PASV Use Cases
In the manuscipt, we used PASV for a couple of different test cases.
Eliminating bycatch after sensitive homology search
- We used PASV to removing likely non-functional ribonucleotide-reductase (RNR) sequences based on acitve sites critical to proper RNR function.
- Of ~10,000 putative RNR sequences obtained via homology search, PASV (and manual curation) flagged ca. 2/3 of the sequences as bycatch based on key residues and aligments to a set of Class I alpha subunit and Class II RNR sequences.
- Common gene families within the bycatch sequences included RNR Class I beta subunits, thioredoxins, polymerases, helicases, and terminases.
- >99% concordance with manual annotation
Partitioning peptide sequences based on key residues
- Partitioning RNR Class I alpha and RNR Class II sequences
- Using key residues to accurately partition RNR Class I alpha sequences from RNR Class II sequences
- >98% concordance with manual annotation
- Using amino acid signatures to differentiate Alternative oxidase (AOX) and plastid terminal oxidase (PTOX)
- Two proteins that are challenging to differentiate by homology search alone
- 100% concordance with manual annotation
Other potential use cases
We didn't validate these in the manuscript, but our lab has used PASV to filter and partition DNA polymerase I (Pol I) peptides based on the residues at position 762 (E. coli numbering). This position has been linked to changes in either the fidelity or efficiency of replication (Tabor & Richardson 1995), and may point mutations at this site may have implications for phage lifestyle (Schmidt et al., 2014; Nasko et al., 2018).

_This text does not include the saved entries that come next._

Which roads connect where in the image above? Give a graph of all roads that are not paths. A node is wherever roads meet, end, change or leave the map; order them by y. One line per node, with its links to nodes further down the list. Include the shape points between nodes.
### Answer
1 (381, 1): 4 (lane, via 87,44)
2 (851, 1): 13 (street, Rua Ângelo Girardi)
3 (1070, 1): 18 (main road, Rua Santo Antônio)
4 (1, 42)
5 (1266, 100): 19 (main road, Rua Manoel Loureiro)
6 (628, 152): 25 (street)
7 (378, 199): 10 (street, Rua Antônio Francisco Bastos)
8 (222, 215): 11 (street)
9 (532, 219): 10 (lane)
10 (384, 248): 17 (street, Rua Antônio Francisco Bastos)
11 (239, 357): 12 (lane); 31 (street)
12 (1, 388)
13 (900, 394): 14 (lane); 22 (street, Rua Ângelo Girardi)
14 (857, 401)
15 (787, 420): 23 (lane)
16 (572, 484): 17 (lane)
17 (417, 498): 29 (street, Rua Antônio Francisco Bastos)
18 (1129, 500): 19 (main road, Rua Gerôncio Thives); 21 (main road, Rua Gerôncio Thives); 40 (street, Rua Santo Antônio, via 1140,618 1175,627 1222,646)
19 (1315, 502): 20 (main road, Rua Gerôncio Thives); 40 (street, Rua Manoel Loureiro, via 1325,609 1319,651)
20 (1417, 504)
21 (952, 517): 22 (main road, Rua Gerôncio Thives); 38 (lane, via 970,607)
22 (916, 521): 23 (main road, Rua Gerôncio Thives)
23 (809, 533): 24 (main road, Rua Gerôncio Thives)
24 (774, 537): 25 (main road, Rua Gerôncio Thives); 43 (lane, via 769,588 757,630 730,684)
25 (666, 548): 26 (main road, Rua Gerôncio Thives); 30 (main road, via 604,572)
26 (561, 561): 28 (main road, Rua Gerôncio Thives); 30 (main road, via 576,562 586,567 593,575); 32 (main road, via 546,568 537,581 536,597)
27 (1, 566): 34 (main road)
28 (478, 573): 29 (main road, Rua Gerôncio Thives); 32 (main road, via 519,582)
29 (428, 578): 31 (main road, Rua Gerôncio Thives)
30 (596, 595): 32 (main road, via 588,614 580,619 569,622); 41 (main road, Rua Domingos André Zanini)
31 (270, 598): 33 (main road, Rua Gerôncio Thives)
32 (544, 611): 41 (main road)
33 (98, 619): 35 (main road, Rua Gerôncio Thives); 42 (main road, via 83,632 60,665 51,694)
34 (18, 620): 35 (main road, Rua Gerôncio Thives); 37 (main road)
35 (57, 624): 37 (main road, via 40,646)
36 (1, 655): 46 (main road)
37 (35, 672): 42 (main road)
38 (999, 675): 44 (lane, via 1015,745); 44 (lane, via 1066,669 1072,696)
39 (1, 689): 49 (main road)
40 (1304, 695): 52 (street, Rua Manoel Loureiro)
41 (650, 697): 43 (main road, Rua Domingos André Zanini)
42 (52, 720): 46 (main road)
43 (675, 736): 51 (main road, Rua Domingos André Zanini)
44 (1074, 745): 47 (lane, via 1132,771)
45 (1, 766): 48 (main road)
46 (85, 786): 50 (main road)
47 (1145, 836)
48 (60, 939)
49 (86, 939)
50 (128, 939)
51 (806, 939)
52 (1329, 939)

There are many examples of point mutation(s) in bacterial proteins that prevent antibiotics from binding and, thus, inhibit the function of the antibiotic (e.g., K88R in rpsL (Ballif et al., 2012), C117D in murA (De_Smet et al., 1999), H526T in rpoB (Sajduda et al., 2004), Q124K in EF-Tu (Zuurmond et al., 1999), V246A and V300G in ndh (Vilcheze et al., 2005)). Such point mutations within a protein would not be readily apparent from homology search alone. Thus PASV could be used for validating and grouping these peptide sequences according to key point mutations following identification via homology search.